Mit seinen steilen Klippen und malerischen Fischerdörfern erfüllt die Grafschaft im Südwesten Englands alle romantischen Erwartungen. Doch Cornwall ist mehr als das Land der Rosamunde Pilcher, das zeigt die Kurzdoku von ZDF-Autorin Ricarda Schlosshan.

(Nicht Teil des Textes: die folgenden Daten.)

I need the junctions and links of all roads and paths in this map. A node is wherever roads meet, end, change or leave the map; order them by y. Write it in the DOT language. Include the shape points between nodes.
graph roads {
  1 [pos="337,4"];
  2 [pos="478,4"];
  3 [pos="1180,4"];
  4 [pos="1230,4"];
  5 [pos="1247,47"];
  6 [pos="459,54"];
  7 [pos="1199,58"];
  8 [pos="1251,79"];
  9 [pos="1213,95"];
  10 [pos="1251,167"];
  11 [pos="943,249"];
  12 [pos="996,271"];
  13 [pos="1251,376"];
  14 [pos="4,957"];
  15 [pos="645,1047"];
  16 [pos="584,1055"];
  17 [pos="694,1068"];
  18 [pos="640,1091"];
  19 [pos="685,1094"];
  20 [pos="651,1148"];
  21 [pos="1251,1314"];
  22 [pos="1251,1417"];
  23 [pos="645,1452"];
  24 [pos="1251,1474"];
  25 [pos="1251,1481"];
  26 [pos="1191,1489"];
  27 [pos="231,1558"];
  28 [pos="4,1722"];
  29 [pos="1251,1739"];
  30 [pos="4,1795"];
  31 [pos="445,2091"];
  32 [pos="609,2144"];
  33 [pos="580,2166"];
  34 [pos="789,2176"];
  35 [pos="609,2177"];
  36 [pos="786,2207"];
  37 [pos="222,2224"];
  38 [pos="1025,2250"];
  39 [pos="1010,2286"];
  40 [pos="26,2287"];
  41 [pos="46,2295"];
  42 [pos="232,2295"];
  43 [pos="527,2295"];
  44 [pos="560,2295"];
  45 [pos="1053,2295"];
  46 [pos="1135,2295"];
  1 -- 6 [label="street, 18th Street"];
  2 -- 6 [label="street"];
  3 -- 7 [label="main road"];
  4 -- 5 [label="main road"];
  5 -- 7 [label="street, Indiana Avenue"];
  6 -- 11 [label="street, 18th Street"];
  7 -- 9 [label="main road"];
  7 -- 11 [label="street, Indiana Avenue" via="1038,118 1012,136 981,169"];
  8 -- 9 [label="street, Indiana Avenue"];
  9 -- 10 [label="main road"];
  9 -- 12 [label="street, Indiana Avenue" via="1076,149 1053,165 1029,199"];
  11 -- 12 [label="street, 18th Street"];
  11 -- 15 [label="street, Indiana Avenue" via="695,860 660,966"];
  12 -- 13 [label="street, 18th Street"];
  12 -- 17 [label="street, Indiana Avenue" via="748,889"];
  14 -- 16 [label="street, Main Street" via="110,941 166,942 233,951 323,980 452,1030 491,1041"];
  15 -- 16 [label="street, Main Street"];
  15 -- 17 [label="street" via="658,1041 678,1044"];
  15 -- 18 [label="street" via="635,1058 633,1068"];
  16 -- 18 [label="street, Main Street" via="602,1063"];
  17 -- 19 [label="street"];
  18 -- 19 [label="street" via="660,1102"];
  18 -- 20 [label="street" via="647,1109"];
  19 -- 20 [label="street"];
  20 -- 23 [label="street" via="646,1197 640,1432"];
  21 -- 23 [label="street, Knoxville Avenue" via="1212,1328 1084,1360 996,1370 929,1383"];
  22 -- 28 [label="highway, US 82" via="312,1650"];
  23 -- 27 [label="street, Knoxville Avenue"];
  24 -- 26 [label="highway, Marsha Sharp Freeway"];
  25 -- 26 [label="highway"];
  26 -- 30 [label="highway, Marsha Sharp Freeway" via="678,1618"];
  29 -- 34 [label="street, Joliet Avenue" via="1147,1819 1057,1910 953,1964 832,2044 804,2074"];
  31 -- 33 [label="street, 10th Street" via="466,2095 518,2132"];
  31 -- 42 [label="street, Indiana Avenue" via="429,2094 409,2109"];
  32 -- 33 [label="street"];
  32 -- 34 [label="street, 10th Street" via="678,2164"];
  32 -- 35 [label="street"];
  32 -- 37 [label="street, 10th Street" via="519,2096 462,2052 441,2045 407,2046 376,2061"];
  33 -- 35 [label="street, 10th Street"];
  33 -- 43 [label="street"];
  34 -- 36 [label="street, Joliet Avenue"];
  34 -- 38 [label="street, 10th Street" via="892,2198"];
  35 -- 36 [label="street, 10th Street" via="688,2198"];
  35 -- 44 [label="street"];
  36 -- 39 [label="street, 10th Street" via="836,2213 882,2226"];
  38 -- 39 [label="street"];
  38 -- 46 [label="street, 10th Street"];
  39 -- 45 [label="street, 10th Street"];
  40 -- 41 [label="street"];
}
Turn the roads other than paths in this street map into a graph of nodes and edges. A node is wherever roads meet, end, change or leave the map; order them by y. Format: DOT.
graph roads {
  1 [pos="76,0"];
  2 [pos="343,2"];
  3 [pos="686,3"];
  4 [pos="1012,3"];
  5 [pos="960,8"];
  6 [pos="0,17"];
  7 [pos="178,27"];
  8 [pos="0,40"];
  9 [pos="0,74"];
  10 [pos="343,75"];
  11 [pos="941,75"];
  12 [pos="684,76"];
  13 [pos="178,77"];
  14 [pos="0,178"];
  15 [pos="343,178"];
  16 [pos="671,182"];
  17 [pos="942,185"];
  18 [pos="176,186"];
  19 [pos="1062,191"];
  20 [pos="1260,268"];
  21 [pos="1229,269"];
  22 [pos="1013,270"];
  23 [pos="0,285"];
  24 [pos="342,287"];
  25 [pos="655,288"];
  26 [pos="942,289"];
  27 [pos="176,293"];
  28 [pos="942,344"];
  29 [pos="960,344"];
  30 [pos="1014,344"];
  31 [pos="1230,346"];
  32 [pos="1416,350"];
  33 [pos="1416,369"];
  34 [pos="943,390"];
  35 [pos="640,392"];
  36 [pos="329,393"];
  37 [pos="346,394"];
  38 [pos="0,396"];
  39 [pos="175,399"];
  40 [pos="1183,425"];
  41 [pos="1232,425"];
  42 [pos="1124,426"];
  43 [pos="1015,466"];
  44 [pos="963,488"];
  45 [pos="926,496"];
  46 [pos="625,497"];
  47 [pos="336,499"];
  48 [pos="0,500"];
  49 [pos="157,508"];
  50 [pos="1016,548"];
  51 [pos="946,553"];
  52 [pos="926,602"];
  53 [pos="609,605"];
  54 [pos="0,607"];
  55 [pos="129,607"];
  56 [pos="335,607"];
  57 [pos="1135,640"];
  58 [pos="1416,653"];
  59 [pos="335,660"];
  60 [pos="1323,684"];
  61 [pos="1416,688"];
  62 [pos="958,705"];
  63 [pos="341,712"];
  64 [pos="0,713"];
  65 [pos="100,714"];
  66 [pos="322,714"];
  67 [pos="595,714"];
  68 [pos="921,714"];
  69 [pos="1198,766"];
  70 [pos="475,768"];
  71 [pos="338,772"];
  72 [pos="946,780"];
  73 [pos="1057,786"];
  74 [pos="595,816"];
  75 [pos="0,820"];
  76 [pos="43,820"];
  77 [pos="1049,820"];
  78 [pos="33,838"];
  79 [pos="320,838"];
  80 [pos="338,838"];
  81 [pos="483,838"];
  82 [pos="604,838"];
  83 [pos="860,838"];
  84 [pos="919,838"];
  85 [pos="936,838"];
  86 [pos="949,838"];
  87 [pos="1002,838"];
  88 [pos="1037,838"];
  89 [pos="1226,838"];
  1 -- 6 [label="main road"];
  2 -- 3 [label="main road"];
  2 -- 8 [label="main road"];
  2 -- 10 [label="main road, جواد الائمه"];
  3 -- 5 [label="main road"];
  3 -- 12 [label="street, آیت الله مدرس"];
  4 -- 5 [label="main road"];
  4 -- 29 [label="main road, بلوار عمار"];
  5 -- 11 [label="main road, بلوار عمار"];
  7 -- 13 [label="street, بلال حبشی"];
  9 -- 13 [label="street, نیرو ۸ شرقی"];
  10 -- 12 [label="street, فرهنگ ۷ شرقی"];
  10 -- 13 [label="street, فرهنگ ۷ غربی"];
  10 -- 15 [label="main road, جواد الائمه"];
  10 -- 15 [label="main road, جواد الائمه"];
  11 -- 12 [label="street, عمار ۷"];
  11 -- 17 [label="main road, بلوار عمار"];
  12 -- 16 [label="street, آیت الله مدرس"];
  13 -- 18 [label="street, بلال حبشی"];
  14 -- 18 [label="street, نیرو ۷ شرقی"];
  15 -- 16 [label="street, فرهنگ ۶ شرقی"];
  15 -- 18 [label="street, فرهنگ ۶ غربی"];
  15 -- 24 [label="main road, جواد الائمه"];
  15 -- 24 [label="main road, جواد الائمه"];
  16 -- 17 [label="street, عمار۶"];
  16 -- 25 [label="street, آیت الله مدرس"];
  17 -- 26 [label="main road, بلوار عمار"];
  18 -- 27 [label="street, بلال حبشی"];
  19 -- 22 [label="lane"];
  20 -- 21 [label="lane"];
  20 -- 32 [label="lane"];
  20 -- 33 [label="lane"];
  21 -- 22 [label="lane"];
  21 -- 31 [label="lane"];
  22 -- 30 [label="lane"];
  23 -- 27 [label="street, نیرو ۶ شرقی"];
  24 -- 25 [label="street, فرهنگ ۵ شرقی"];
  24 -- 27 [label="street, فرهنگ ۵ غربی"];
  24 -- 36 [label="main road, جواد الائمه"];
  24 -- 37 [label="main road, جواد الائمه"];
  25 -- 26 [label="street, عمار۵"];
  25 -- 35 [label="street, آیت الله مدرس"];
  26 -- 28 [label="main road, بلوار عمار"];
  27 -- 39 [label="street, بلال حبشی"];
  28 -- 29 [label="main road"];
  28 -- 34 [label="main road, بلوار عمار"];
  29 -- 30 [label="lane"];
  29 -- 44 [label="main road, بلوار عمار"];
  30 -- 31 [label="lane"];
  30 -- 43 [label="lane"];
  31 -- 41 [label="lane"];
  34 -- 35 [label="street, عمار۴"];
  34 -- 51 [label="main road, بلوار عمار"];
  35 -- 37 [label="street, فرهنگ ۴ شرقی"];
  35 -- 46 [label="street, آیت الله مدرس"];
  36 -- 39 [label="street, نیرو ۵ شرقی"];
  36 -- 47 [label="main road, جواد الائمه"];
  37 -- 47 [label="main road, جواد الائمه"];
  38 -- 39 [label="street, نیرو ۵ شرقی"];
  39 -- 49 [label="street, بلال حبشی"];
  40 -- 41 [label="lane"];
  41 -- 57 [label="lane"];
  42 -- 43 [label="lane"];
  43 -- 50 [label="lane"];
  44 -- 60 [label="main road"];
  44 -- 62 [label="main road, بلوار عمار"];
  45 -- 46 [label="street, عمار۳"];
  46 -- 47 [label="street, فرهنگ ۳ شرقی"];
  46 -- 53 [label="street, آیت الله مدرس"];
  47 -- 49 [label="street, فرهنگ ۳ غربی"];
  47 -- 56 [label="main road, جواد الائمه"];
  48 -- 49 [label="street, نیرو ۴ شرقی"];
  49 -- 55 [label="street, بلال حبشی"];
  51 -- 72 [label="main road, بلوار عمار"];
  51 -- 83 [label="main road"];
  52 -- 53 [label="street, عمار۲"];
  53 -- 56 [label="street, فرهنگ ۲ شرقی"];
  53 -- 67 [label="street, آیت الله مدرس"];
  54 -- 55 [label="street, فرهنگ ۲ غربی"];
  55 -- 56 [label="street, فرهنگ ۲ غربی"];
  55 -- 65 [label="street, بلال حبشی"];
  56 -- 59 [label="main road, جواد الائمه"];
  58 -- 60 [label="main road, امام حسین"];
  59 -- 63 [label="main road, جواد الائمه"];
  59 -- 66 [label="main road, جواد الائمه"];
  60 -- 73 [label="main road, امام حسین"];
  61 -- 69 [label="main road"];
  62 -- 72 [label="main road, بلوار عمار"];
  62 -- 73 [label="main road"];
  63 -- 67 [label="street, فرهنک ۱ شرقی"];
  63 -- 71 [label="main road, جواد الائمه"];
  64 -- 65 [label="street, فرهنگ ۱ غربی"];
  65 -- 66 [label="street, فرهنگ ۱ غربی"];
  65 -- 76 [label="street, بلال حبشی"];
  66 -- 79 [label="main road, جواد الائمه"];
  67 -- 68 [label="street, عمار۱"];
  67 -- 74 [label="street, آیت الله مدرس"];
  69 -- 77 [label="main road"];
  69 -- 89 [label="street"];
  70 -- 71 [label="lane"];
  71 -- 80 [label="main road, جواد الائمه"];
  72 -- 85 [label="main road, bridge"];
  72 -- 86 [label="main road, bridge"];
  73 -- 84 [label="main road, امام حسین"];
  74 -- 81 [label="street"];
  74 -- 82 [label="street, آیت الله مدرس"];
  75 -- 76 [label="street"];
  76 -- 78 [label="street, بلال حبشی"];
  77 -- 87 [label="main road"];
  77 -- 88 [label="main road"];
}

Johnny Murt weiß, dass die großen Zeiten der Fischerei in Cornwall vorbei sind. Aber der Fischer hat, wie er findet, doppelt Glück gehabt. Sein Heimatort, das malerische Padstow an der Nordwestküste Cornwalls, zieht in den Sommermonaten die Touristen in Scharen an. Außerdem haben sich hier einige Gourmetrestaurants angesiedelt – und die beliefert Johnny das ganze Jahr über mit fangfrischem Hummer und Krebsen. "Manchmal muss man den Menschen hier die Schönheit Cornwalls vor Augen führen", sagt Tim Smit. Er weiß, wovon er spricht, denn er hat in einer stillgelegten Kaolingrube den "Garten Eden" entstehen lassen – eine botanische Wunderwelt. Cornwall blickt zurück auf eine lange Geschichte, an die die Sänger des Shanty-Chors "Oll an Gwella" erinnern: Sie singen das ein oder andere Lied auf Kornisch, der alten keltischen Sprache Cornwalls.